Whilst I was journeying through distant lands there came a time in which I was able to rest my weary legs. My eyes absorbed the colours of the setting sun, my ears the sound of birds, and my mouth the sweetness of black cavendish. I opened a book of old and found upon the page this rhyme.

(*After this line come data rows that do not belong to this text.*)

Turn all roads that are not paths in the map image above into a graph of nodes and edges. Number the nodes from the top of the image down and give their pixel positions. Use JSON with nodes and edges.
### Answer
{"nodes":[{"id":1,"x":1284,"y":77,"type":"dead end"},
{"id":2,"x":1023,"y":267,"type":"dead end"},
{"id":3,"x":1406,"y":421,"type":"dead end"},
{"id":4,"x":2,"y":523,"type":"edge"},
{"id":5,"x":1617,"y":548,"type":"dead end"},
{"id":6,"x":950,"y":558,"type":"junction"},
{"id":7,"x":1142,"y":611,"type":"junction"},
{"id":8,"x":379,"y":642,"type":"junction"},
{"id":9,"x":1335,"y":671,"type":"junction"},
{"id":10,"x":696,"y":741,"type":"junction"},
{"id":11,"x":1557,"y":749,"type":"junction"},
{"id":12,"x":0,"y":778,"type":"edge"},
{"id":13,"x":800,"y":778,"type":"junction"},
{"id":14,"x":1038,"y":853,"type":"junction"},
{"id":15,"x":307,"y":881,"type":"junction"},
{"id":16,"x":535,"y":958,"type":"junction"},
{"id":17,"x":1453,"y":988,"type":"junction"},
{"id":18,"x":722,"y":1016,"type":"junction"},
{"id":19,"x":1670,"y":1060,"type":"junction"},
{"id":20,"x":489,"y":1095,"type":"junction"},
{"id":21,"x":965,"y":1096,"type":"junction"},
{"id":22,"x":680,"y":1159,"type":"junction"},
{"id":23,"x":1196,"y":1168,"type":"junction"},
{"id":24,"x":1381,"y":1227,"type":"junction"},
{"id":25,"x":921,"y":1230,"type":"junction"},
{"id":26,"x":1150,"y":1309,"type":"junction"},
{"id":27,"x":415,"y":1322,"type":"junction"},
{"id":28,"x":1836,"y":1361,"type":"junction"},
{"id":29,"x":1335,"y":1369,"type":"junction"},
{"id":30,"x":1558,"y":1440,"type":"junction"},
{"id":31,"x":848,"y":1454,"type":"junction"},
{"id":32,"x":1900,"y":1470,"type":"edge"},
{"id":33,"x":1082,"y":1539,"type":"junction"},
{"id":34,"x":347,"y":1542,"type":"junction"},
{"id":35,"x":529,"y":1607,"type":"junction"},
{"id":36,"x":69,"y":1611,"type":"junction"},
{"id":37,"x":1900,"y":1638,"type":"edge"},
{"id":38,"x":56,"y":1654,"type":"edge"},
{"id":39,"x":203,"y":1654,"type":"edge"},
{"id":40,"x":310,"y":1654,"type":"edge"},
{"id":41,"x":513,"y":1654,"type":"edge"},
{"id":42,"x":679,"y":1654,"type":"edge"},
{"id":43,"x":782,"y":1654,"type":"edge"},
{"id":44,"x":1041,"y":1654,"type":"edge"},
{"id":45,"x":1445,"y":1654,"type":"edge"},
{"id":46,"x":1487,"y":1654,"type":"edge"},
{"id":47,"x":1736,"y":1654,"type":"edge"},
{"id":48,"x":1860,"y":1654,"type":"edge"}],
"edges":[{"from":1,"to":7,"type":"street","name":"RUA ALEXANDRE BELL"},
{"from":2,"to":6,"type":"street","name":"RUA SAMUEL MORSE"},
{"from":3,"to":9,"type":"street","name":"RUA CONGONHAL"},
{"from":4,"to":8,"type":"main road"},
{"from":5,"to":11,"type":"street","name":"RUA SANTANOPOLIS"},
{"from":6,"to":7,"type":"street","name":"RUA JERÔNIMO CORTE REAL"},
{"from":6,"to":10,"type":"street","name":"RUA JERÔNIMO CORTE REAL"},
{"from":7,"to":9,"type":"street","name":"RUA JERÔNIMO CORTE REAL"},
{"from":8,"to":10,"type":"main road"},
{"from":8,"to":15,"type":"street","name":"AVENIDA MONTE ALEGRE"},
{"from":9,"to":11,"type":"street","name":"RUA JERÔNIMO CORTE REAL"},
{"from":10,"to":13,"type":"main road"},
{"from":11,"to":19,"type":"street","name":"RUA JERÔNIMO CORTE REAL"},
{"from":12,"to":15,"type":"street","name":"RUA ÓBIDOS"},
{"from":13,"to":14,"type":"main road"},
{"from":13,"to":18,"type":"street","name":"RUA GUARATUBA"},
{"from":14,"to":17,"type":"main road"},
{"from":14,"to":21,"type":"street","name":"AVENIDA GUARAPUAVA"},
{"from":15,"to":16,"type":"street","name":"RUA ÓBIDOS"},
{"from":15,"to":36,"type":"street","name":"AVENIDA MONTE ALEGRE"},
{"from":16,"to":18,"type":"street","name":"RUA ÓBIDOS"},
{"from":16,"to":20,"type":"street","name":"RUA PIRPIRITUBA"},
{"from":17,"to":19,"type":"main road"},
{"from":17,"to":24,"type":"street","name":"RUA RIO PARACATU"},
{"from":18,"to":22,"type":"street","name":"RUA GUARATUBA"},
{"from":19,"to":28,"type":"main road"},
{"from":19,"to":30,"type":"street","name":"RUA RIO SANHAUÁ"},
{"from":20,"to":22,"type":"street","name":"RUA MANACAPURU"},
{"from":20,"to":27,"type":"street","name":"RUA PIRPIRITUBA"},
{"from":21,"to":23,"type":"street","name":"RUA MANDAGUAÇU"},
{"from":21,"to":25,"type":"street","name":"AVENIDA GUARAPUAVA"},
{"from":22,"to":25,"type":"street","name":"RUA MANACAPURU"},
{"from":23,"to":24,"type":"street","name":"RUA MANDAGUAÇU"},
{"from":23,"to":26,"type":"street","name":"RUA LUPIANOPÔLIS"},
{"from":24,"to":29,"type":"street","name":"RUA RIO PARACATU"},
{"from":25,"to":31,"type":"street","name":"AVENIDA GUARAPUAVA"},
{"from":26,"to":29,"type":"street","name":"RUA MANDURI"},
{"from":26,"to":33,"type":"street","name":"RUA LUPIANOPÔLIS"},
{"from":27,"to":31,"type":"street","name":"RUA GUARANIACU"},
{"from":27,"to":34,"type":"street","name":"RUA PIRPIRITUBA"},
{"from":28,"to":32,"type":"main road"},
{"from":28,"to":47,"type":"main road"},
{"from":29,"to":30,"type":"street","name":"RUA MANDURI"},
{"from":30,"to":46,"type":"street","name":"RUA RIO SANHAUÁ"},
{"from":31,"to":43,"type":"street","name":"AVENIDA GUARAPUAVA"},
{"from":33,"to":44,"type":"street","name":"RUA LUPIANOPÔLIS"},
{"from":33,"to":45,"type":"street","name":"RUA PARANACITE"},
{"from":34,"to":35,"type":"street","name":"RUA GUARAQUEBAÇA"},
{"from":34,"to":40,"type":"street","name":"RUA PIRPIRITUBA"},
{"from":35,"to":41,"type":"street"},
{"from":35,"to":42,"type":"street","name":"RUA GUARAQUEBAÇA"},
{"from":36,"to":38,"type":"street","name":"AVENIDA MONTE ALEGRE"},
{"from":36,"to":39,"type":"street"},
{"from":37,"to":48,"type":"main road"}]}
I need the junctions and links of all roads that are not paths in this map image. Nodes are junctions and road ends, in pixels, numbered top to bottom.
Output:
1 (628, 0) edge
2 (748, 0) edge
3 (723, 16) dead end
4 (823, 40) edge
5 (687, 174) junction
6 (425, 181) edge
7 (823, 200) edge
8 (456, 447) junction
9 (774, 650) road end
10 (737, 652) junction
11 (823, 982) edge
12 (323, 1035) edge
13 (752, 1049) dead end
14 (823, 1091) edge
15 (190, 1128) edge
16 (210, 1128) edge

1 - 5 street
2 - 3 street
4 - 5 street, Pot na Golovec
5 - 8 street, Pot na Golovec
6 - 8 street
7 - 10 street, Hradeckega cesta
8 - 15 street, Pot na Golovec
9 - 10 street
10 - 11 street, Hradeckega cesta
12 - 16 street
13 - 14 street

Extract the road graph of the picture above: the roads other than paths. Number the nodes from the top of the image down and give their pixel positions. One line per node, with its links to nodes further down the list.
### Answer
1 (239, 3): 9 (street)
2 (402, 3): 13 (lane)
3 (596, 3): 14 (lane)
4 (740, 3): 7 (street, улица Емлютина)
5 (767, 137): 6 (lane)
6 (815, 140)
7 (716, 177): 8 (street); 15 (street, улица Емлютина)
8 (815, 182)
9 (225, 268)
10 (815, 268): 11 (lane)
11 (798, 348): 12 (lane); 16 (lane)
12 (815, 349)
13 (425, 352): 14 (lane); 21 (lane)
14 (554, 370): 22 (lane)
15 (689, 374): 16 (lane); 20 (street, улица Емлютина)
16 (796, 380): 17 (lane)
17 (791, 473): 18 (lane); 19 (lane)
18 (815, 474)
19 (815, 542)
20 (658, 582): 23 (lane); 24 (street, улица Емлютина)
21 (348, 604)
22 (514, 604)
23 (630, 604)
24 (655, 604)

The world's great age begins anew,
The golden years return,
The earth doth like a snake renew
Her winter weeds outworn:
Heaven smiles, and faiths and empires gleam
Like wrecks of a dissolving dream.

A brighter Hellas rears its mountains
From waves serener far;
A new Peneaus rolls his fountains
Against the morning star;
Where fairer Tempes bloom, there sleep
Young Cyclads on a sunnier deep.

A loftier Argo cleaves the main,
Fraught with a later prize;
Another Orpheus sings again,
And loves, and weeps, and dies;
A new Ulysses leaves once more
Calypso for his native shore.

O write no more the tale of Troy,
If earth Death's scroll must be-
Nor mix with Laian rage the joy
Which dawns upon the free,
Although a subtler Sphinx renew
Riddles of death Thebes never knew.

Another Athens shall arise,
And to remoter time
Bequeath, like sunset to the skies,
The splendour of its prime;
And leave, if naught so bright may live,
All earth can take or Heaven can give.

Saturn and Love their long repose,
Shall burst, more bright and good
Than all who fell, than One who rose,
Than many unsubdued:
Not gold, not blood, their altar dowers,
But votive tears and symbol flowers.

O cease! must hate and death return?
Cease! must men kill and die?
Cease! drain not to its dregs the urn
Of bitter prophecy!
The world is wary of the past-
O might it die or rest at last!
~Percy Bysshe Shelley

2 comments:

Thomas Banks said...

Great Selection.

Unknown said...

As always, you are and will continue to be a member of Parnassus.